■ **Task statement**
Whenever a line of the listing contains the string "change", return that line.

■ **Provided data**
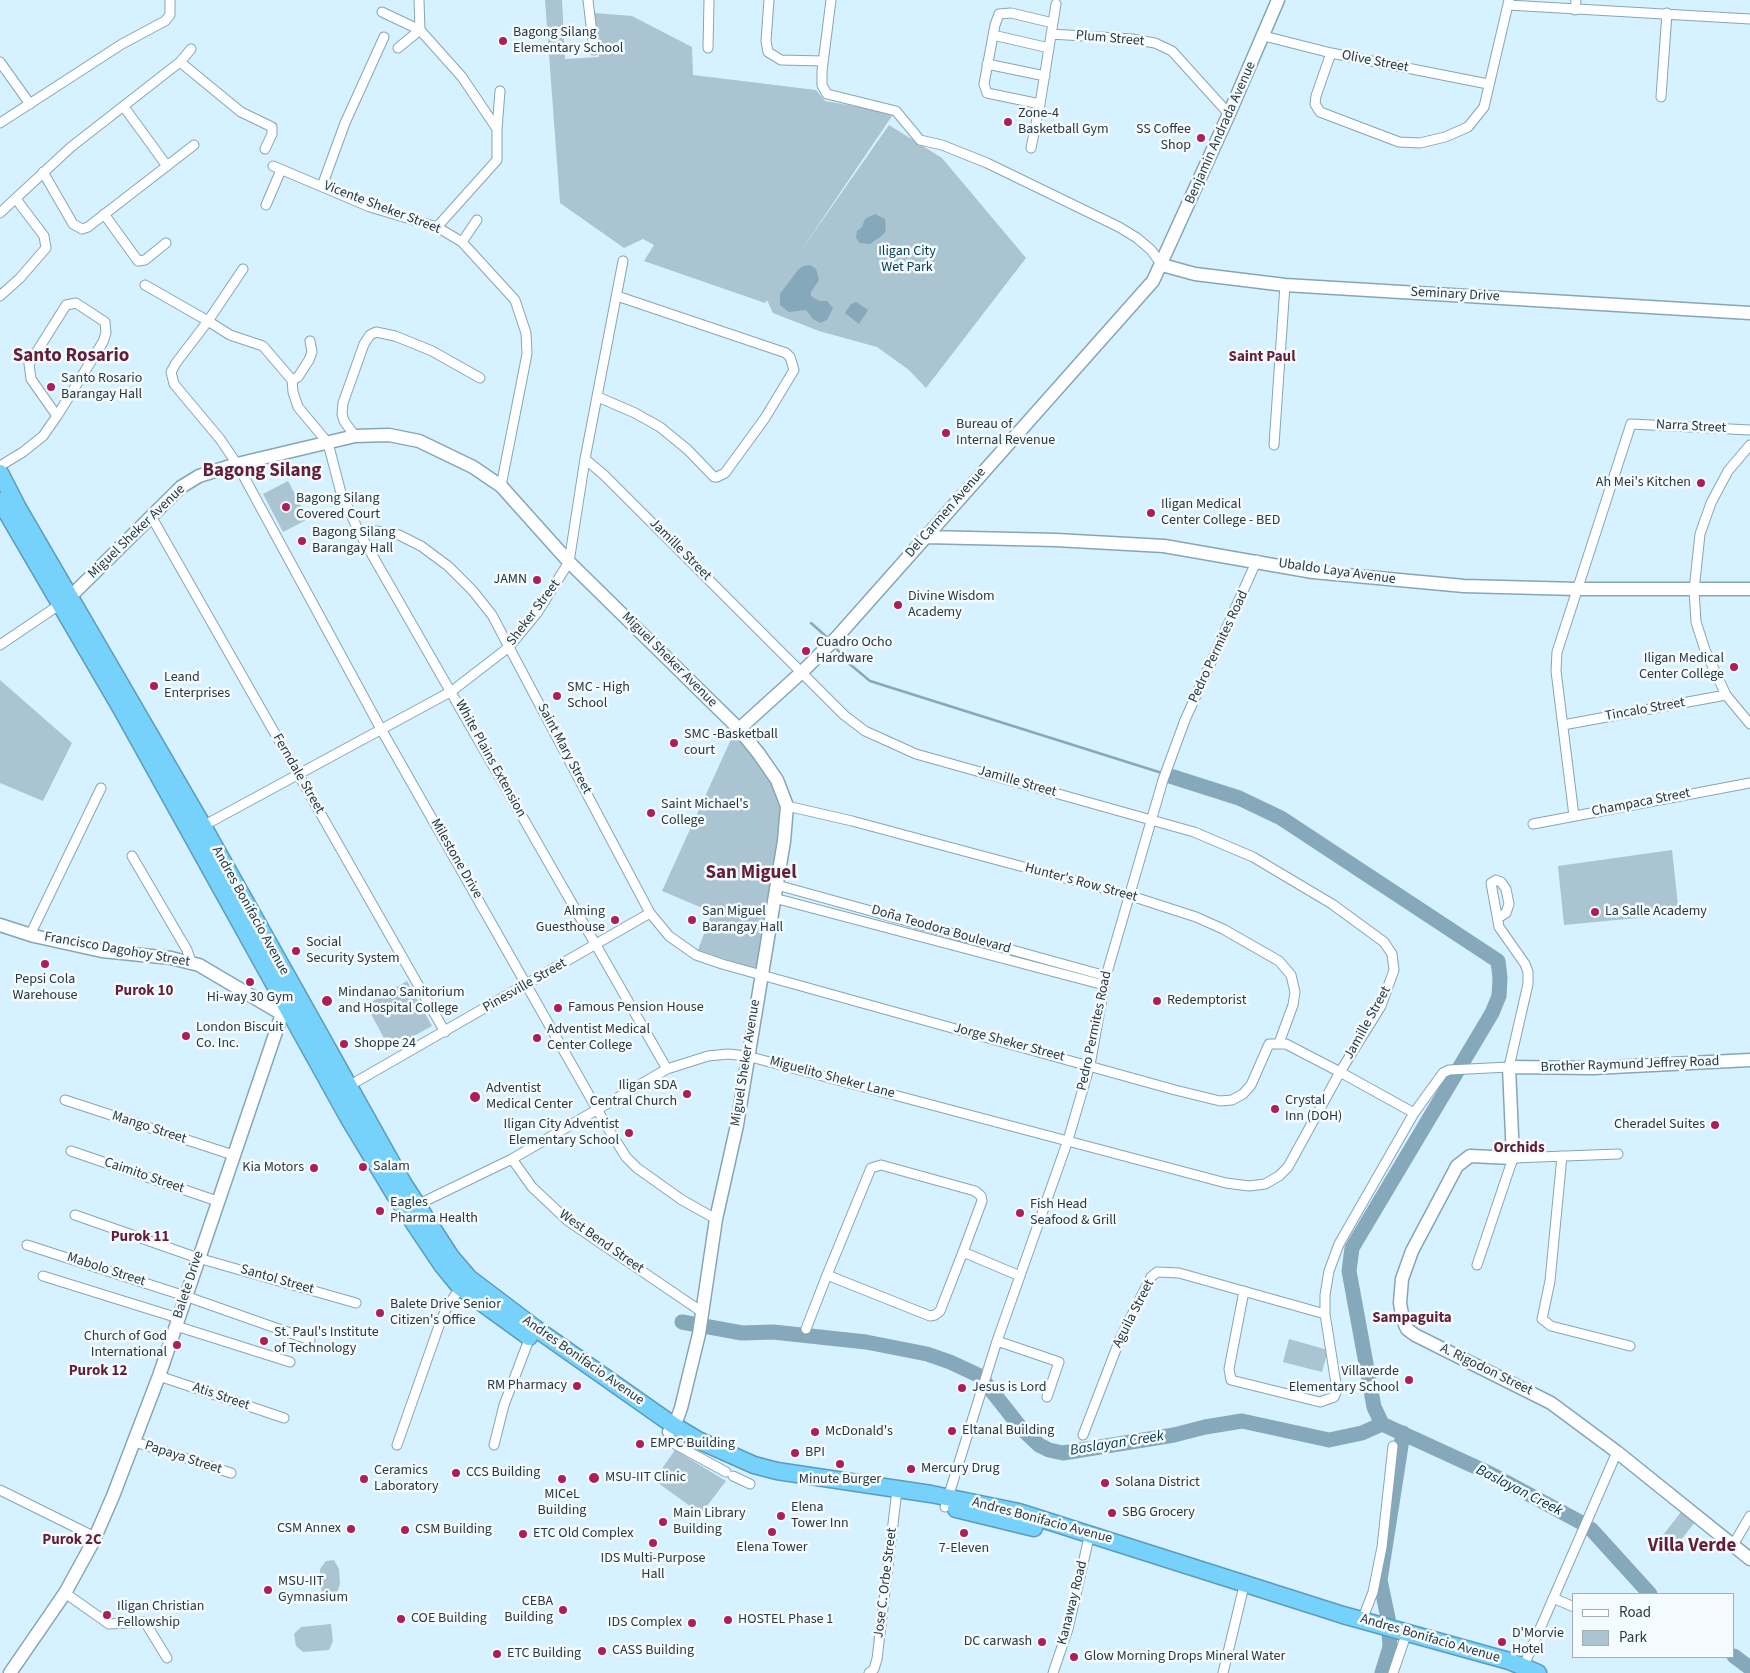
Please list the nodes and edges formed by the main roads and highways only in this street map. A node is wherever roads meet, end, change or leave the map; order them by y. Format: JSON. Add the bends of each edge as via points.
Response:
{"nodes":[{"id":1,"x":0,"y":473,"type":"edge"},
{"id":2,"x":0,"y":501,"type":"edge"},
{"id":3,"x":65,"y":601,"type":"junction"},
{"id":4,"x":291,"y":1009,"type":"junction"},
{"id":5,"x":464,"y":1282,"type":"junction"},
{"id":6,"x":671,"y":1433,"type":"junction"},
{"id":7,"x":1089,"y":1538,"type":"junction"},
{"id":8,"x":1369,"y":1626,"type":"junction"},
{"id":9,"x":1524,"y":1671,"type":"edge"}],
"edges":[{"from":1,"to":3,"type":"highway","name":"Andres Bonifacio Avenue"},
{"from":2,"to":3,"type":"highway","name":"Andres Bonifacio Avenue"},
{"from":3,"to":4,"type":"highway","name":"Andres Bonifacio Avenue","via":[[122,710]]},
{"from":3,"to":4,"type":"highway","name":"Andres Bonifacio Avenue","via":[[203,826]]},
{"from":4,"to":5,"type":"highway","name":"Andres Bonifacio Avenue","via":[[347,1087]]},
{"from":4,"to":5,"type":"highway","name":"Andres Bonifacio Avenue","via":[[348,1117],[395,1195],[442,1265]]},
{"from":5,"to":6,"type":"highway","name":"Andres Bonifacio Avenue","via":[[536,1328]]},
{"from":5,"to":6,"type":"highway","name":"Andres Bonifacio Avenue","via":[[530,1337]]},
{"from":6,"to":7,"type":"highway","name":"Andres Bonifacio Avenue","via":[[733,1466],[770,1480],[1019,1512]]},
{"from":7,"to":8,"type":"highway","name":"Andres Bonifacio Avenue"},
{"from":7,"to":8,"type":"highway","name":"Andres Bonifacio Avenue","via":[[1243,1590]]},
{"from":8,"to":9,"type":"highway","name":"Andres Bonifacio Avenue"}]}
...
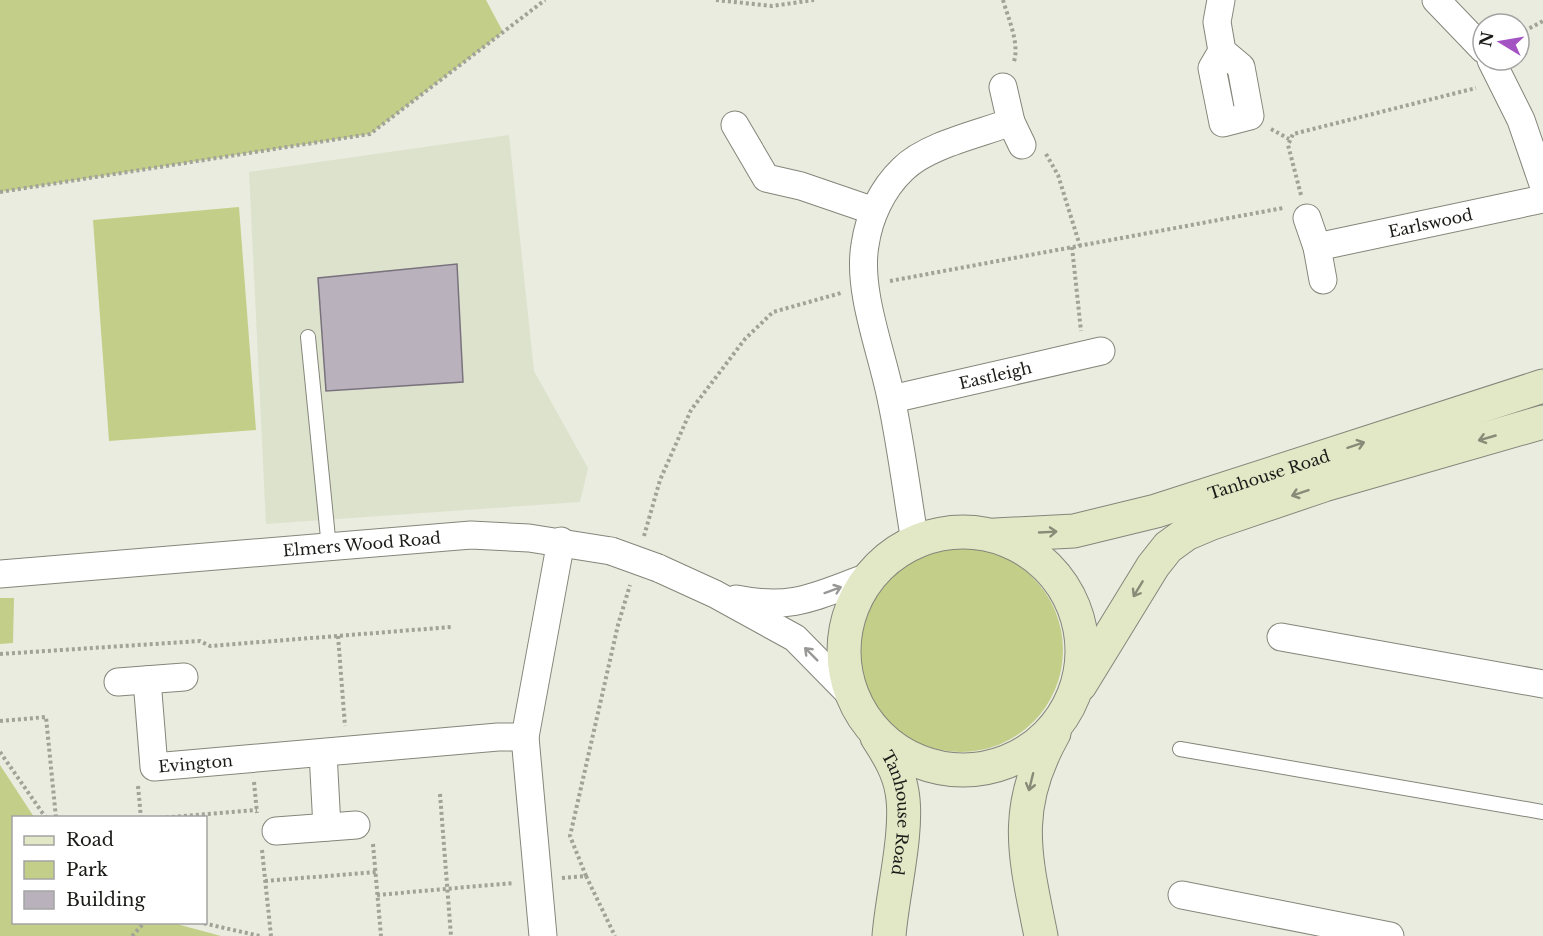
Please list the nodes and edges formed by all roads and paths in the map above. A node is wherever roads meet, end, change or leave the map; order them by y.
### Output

■ **Expected output**
Please list the nodes and edges formed by the main roads and highways only in this street map. A node is wherever roads meet, end, change or leave the map; order them by y. Format: JSON. Add the bends of each edge as via points.
Please list the nodes and edges formed by all roads and paths in the map above. A node is wherever roads meet, end, change or leave the map; order them by y.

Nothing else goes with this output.